On June 1, 2007, the Canadian Radio-television and Telecommunications Commission (CRTC) approved a joint application by TQS (predecessor to Noovo) and Télé Inter-Rives to convert the TQS station in Rimouski, CJPC-TV, from a rebroadcaster of CFJP Montreal to a semi-satellite of CFTF. As part of the deal, a news bureau would be built in Rimouski, and a limited amount of local programming would be added on CJPC.

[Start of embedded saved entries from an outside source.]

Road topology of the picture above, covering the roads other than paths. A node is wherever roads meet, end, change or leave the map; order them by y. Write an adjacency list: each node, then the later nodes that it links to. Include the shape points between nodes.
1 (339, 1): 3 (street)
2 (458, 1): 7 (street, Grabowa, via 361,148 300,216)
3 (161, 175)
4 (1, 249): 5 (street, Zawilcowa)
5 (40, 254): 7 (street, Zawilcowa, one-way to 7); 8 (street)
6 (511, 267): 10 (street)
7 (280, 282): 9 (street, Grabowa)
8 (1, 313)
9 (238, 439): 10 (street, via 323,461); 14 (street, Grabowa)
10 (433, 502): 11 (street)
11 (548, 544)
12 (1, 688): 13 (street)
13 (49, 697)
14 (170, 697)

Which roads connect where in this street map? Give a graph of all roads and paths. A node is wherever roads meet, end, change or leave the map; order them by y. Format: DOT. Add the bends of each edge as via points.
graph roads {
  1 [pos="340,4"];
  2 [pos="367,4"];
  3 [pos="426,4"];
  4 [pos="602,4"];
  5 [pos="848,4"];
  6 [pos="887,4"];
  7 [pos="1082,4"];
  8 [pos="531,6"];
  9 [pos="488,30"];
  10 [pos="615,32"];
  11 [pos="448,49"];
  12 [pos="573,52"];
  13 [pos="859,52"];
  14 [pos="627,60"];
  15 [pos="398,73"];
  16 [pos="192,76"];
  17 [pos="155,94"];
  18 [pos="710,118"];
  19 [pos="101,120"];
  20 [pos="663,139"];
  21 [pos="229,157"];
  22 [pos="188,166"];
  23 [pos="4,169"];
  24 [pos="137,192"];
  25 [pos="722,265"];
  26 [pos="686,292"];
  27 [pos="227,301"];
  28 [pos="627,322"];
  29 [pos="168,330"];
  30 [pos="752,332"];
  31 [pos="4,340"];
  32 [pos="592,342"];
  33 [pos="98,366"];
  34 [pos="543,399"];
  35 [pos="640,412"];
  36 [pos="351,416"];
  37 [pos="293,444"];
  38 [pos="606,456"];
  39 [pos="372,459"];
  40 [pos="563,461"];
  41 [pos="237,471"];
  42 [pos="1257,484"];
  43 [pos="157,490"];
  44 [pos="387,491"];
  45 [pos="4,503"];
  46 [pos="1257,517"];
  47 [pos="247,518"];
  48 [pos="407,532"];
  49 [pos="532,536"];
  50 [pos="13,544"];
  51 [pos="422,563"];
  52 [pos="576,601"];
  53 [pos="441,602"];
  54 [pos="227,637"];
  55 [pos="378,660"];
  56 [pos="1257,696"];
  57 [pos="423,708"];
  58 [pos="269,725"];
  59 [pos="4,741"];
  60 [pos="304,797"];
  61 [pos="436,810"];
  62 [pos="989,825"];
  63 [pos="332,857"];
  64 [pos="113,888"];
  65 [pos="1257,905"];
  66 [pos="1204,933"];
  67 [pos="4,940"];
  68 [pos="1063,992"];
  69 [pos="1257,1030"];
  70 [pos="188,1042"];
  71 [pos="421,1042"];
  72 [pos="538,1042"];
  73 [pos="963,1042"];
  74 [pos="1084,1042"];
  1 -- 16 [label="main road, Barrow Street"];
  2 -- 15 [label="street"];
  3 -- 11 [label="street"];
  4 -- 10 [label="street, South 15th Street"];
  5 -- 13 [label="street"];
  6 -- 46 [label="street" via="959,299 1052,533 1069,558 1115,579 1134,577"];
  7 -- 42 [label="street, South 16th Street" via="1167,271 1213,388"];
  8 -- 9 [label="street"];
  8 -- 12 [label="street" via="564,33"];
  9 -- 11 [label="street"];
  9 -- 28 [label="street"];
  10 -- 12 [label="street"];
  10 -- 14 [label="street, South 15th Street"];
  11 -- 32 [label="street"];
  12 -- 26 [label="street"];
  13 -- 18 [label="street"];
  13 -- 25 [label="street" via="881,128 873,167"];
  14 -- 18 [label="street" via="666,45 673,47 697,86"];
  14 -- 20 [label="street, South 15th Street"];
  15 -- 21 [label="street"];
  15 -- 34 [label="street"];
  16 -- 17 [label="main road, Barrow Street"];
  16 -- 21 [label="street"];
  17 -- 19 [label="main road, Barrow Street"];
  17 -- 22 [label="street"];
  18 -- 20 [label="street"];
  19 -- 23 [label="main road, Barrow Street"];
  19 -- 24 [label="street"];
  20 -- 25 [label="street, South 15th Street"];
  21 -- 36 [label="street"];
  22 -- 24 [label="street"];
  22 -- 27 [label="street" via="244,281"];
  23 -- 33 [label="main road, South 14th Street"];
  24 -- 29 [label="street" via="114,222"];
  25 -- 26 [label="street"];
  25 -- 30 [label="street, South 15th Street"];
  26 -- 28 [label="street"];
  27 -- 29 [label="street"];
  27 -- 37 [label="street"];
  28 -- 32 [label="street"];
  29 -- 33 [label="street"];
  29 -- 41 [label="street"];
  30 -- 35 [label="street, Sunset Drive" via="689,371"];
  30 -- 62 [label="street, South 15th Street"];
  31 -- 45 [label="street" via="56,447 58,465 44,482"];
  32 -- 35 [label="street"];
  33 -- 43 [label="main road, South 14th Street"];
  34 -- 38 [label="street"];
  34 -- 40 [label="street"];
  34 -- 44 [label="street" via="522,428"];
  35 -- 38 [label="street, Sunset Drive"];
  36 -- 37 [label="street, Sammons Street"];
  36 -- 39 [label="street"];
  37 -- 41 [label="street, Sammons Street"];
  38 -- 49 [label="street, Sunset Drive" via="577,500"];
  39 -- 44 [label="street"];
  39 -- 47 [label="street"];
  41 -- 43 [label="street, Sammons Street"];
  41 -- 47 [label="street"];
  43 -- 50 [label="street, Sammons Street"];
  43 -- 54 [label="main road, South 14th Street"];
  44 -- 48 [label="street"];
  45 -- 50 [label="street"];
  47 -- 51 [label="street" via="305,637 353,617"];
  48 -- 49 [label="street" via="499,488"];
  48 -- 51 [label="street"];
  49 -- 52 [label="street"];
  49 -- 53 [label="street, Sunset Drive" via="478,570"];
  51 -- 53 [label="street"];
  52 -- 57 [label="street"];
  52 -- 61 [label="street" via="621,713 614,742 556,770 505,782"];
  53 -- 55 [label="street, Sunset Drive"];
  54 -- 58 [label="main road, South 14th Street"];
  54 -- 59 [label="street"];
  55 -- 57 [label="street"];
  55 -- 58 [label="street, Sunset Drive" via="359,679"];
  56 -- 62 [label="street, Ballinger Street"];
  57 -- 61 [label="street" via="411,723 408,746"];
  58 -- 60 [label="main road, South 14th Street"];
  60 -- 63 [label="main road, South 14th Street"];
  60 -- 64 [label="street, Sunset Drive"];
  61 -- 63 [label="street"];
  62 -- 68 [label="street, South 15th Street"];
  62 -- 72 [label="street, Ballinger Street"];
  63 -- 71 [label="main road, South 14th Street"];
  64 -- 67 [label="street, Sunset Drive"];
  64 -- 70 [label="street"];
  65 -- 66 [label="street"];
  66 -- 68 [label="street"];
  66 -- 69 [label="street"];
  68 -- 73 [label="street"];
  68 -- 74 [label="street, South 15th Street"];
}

On November 24, 2021, Télé Inter-Rives was granted approval to change the frequency of their CFTF-DT from UHF 29 to VHF 7, with a decrease in power from 26.2 kW (maximum 44 kW) to 7 kW (constant), increasing the height from 341.1 to 345.1 meters, and to move to the former location of defunct sister station CKRT-DT, effectively shutting down the current transmitter and reactivating CKRT-DT. The reasons cited were greater reliability, less power needed (and thus cheaper to operate) on the VHF band, and it would nearly double the station's reception area. In addition, repeater CFTF-DT-11 on UHF 44 would change its application to move to UHF 26 to instead occupy UHF 29, as that would no longer be occupied by its parent station. Accompanying the change in frequency would be a slight reduction in power (dropping from 10,350 to 10,281 watts, with its maximum effective radiated power dropping from 26 kW to 19.5 kW).

==Transmitters==

| Station | City of licence | Channel | ERP | HAAT | Transmitter coordinates |
|---|---|---|---|---|---|
| CFTF-DT-1 | Edmundston, New Brunswick (Madawaska/Presque Isle, Maine, USA) | 18 (UHF) | 0.054 kW | 145 m | 47°23′16″N 68°19′1″W﻿ / ﻿47.38778°N 68.31694°W |
| CFTF-DT-2 | Trois-Pistoles | 17 (UHF) | 0.355 kW | 47.3 m | 48°6′19″N 69°10′11″W﻿ / ﻿48.10528°N 69.16972°W |
| CFTF-DT-3 | Cabano | 12 (VHF) | 0.007 kW | 127.5 m | 47°37′31″N 68°50′52″W﻿ / ﻿47.62528°N 68.84778°W |
| CFTF-DT-4 | Forestville | 4 (VHF) | 2.7 kW | 123.9 m | 48°48′32″N 69°0′28″W﻿ / ﻿48.80889°N 69.00778°W |
| CFTF-DT-5 | Baie-Comeau | 9 (VHF) | 0.864 kW | 96.8 m | 49°14′1″N 68°8′24″W﻿ / ﻿49.23361°N 68.14000°W |
| CFTF-DT-6 | Rivière-du-Loup (city) | 11 (VHF) | 0.1 kW | 48.2 m | 47°51′28″N 69°33′11″W﻿ / ﻿47.85778°N 69.55306°W |
| CFTF-DT-7 | Sept-Îles | 7 (VHF) | 0.743 kW | 225.4 m | 50°10′19″N 66°44′17″W﻿ / ﻿50.17194°N 66.73806°W |
| CFTF-DT-8 | Les Escoumins | 33 (UHF) | 0.313 kW | 87.9 m | 48°19′0″N 69°25′41″W﻿ / ﻿48.31667°N 69.42806°W |
| CFTF-DT-9 | Gaspé | 30 (UHF) | 0.125 kW | 118.6 m | 48°50′15″N 64°29′32″W﻿ / ﻿48.83750°N 64.49222°W |
| CFTF-DT-10 | Baie-Saint-Paul | 26 (UHF) | 0.125 kW | -1.7 m | 47°25′37″N 70°31′23″W﻿ / ﻿47.42694°N 70.52306°W |
| CFTF-DT-11 | Carleton | 29 (UHF) | 19.5 kW | 421 m | 48°8′8″N 66°7′4″W﻿ / ﻿48.13556°N 66.11778°W |
| CJPC-DT | Rimouski | 18 (UHF) | 0.36 kW | 118.2 m | 48°25′37″N 68°29′17″W﻿ / ﻿48.42694°N 68.48806°W |

CFTF-DT was approved by the CRTC for and converted all its transmitters to digital by the August 31, 2011, digital transition deadline, including its transmitters that were not required to convert by this deadline. Only its transmitters in Rivière-du-Loup were obligated to convert, as Rivière-du-Loup was a mandatory market for digital television conversion.